Scalia worries about broccoli?

In today’s oral arguments regarding the constitutionality of the health care mandate, Justice Scalia used an analogy to question the validity of the mandate to purchase health insurance.  He said “It may well be that everybody needs health care sooner or later, but not everybody needs a heart transplant, not everybody needs a liver transplant,” Scalia continued. “Could you define the market so that everybody has to buy food sooner or later, so you define the market as food, therefore, everybody is in the market; therefore, you can make people buy broccoli?”

This is rather disingenuous.  The point about the mandate is not just that everybody needs health care sooner or later – the point is that a gunshot victim showing up at a hospital has an affirmative right to demand treatment be provided and that the costs be passed on to those who do pay for insurance (and woe to the hospital that doesn’t provide the best possible life-saving care to accident or crime victims that ambulances deliver to their ER — that is what tort lawyers live for).
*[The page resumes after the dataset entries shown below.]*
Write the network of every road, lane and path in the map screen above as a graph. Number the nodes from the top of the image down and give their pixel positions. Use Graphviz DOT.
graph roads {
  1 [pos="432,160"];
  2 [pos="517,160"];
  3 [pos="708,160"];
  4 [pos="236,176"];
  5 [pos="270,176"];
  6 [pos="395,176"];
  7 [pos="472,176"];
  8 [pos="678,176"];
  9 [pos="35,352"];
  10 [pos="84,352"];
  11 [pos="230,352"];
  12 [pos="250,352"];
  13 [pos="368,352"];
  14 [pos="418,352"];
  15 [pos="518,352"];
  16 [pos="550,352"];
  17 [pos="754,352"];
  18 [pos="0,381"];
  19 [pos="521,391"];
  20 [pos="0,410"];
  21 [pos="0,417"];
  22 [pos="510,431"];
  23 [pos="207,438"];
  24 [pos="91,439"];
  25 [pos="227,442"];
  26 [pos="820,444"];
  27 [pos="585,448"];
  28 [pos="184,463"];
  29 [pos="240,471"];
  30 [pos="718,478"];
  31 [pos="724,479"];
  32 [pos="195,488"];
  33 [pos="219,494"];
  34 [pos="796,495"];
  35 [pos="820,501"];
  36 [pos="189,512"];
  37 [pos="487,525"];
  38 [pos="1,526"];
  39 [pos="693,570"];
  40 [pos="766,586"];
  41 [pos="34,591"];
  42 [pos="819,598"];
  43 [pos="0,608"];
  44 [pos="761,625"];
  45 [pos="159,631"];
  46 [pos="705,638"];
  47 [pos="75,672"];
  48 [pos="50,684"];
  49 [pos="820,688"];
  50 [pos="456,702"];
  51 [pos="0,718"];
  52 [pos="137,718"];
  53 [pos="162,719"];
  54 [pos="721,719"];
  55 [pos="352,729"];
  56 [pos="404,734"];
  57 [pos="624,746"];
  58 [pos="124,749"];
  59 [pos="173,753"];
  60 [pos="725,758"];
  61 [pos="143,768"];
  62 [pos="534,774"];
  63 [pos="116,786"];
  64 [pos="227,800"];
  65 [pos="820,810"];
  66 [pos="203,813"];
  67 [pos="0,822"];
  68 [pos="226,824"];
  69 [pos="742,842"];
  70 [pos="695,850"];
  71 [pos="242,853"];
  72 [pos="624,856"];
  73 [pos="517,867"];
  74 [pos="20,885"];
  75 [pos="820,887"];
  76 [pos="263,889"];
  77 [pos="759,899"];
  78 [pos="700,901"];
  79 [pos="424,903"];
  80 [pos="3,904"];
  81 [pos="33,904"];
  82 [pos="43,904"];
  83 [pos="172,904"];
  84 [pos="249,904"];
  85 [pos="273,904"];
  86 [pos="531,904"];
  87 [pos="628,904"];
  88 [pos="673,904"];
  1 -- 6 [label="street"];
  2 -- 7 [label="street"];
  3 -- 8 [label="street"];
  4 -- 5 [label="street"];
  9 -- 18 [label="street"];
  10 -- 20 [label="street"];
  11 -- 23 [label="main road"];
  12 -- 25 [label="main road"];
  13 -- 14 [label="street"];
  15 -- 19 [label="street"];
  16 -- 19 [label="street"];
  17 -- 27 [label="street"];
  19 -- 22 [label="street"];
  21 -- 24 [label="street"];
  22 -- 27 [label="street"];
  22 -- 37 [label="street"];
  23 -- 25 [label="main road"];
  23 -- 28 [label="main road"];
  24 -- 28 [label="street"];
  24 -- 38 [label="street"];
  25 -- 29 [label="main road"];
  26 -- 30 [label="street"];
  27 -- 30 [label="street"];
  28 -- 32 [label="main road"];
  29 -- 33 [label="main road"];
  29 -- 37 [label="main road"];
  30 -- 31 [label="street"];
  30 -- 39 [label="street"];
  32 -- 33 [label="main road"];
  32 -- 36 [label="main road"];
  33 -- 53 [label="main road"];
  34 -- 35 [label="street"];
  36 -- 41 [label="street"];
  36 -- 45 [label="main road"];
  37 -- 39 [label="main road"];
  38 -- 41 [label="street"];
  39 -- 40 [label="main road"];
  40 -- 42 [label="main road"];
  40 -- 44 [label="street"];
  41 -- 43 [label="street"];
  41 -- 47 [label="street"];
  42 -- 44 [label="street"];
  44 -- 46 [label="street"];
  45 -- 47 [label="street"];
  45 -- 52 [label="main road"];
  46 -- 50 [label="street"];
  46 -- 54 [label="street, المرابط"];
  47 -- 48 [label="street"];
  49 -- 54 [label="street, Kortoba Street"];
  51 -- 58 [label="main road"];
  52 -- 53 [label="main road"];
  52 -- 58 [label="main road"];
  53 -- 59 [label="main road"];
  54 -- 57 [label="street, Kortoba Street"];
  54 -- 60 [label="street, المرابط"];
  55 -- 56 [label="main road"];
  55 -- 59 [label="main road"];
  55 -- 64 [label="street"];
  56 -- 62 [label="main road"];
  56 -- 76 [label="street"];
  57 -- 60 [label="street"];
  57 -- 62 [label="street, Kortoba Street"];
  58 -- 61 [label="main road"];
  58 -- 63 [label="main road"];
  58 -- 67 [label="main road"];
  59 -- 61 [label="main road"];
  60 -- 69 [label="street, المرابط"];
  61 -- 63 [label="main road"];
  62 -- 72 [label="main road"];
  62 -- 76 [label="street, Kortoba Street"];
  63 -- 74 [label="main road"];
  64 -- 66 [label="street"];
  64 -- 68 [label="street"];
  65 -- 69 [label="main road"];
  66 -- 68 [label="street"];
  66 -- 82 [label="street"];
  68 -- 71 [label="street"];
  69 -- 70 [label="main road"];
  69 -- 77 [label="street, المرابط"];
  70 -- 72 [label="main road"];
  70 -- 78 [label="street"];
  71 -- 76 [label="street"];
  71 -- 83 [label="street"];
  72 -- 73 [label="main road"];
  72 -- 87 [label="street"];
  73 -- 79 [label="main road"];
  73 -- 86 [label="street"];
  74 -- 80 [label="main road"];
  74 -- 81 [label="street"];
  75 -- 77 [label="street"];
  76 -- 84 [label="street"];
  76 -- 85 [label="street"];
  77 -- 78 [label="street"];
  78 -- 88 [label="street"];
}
There is NO comparable right to food or housing — no one can show up at a grocery store and say “I’m starving — I demand you feed me; and if I can’t pay, just charge other customers more for their food!”   The poor may get food stamps if they meet eligibility requirements, as they can qualify for medicaid, of course, but that is a wholly different matter.  There is no obligation to use private funds to feed people in need that is comparable to the obligation to use private funds (provided by individuals paying for private insurance) to pay for the health care of uninsured individuals needing emergency care.

So the “Brocolli argument” is just as distateful as the vegetable for which it is named — I can’t digest either one …

(PS, fresh brocolli, properly cooked, is delicious; but I sympathize with those who have been served overcooked or non-fresh brocolli…or bad arguments).